**ASSIGNMENT:** Count the lines below that contain "roads". Give only the number.
──────── TASK INPUTS
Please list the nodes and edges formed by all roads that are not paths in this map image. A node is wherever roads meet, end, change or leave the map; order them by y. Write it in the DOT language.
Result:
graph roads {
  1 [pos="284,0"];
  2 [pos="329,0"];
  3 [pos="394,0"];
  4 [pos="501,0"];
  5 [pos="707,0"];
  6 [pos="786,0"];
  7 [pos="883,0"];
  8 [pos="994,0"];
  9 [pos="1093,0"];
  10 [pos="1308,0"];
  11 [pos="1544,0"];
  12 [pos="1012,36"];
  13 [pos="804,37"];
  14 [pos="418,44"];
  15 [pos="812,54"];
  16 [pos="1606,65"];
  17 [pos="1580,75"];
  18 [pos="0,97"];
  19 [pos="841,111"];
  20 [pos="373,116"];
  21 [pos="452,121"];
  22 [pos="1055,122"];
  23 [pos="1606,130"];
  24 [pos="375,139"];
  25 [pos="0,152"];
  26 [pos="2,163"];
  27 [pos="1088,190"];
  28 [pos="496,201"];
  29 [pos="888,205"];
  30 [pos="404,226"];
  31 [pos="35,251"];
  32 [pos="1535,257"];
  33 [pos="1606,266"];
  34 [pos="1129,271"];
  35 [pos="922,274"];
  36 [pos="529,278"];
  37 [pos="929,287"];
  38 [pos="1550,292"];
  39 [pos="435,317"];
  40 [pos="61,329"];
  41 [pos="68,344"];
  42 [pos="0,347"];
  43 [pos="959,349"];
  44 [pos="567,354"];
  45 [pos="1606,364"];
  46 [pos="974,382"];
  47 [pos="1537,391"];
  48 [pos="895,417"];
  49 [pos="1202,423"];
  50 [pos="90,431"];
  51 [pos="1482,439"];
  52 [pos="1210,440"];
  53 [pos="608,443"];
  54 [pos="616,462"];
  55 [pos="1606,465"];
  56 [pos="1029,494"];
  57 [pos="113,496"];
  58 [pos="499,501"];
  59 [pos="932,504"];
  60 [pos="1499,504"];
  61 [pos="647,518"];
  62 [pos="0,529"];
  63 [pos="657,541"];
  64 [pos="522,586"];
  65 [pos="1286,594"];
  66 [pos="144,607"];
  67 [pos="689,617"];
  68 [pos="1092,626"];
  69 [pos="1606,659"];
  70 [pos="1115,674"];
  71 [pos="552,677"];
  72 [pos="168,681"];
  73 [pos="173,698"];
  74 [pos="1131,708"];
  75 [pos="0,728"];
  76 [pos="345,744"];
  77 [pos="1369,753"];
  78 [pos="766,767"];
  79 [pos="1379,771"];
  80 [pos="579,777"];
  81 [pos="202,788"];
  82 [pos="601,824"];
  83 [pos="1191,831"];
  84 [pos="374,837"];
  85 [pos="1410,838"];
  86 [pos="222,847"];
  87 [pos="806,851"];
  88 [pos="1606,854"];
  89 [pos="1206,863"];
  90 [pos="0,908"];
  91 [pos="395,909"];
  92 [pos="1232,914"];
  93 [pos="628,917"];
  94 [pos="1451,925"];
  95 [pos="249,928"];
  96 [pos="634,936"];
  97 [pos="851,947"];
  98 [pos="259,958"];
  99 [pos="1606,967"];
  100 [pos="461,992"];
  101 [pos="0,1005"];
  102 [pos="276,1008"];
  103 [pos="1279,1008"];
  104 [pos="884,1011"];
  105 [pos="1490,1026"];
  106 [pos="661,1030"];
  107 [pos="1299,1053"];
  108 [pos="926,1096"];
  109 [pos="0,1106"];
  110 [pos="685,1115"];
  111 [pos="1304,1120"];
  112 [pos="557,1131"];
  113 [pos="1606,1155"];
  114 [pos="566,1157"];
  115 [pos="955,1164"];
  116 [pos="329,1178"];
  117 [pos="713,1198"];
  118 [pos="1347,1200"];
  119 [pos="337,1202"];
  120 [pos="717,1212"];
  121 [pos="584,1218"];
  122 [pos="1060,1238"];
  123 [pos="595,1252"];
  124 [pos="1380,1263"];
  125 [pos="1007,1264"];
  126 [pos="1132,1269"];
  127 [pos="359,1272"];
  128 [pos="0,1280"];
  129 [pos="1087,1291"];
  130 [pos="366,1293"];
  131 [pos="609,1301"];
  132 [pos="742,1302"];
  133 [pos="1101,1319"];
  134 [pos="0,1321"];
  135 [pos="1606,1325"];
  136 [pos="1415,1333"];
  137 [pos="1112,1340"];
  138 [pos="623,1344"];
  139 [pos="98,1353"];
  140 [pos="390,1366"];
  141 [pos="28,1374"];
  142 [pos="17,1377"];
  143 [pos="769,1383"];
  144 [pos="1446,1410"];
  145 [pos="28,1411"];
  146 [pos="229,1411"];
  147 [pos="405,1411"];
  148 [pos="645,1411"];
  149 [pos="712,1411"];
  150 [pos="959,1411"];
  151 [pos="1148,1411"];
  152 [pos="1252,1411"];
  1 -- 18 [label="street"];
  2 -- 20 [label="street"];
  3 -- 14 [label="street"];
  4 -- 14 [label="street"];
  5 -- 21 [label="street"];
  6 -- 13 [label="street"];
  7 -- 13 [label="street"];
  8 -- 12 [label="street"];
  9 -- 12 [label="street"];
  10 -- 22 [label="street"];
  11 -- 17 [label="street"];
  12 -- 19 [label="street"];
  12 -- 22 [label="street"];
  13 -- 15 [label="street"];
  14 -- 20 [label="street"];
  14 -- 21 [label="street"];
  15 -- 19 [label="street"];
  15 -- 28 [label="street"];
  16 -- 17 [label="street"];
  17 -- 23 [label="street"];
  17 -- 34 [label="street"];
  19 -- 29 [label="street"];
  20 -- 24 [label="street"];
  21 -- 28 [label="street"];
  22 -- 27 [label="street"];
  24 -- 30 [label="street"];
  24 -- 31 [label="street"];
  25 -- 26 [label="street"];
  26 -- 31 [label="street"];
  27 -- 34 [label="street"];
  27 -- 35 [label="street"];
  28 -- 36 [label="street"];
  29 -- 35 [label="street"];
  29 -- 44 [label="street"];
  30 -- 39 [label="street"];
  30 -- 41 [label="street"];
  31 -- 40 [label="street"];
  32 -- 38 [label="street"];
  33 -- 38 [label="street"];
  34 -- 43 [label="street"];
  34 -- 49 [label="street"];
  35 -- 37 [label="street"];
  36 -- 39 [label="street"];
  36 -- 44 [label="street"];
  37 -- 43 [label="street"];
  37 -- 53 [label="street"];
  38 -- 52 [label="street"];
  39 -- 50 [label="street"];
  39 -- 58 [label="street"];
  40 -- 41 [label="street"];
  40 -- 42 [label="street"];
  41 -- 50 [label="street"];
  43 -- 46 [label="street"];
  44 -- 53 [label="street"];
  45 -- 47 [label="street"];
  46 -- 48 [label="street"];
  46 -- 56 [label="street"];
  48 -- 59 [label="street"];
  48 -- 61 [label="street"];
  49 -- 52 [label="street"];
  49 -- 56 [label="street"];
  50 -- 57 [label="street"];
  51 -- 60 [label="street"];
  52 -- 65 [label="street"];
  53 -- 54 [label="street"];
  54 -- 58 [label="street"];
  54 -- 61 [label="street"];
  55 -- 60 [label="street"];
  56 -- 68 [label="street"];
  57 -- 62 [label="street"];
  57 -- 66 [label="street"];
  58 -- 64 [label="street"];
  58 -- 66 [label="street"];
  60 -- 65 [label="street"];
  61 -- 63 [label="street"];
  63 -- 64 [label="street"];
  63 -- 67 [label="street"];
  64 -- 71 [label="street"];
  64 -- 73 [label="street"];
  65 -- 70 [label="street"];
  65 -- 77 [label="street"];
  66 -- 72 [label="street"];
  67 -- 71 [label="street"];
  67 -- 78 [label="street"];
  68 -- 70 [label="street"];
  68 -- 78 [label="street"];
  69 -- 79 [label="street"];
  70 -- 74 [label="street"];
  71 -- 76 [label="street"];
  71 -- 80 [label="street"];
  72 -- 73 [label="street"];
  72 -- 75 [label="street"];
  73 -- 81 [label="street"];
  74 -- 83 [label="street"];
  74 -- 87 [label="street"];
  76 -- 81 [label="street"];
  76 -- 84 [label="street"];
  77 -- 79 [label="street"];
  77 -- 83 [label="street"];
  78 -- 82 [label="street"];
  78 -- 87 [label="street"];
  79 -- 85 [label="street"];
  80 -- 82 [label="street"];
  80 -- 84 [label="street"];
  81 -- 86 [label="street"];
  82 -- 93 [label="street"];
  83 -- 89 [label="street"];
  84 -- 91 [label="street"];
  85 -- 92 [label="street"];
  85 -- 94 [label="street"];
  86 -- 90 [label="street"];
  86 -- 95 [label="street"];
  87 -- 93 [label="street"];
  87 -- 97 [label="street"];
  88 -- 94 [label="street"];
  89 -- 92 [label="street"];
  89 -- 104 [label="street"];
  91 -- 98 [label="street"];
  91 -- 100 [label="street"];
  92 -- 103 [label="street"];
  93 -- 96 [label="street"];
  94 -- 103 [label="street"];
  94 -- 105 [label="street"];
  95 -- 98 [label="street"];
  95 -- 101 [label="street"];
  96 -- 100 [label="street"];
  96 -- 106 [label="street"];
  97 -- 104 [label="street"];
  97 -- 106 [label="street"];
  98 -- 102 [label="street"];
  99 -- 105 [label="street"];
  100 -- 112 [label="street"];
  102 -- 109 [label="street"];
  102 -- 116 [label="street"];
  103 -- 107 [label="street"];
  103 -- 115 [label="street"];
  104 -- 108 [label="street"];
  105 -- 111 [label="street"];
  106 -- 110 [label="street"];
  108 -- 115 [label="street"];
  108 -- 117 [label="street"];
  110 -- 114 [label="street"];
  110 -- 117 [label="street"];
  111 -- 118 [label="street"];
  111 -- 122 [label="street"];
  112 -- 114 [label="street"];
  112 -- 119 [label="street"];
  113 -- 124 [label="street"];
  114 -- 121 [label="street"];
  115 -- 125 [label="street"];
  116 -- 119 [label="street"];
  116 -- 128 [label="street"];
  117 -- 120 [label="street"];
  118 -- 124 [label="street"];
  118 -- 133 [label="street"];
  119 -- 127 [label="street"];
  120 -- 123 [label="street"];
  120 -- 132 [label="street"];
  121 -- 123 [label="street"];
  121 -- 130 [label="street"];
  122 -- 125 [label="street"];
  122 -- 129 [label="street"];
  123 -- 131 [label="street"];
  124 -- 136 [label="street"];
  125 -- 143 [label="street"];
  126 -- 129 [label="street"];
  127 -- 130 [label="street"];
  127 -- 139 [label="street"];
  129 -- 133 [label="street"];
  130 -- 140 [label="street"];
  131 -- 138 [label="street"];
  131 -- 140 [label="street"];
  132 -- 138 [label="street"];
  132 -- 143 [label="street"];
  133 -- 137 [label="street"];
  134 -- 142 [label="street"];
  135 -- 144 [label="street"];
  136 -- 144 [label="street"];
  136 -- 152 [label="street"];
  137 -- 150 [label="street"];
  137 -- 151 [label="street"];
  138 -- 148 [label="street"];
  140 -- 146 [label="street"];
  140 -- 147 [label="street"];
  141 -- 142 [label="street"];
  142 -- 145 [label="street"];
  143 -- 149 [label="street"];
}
────────────────
**SOLUTION TO THE PROBLEM:** 2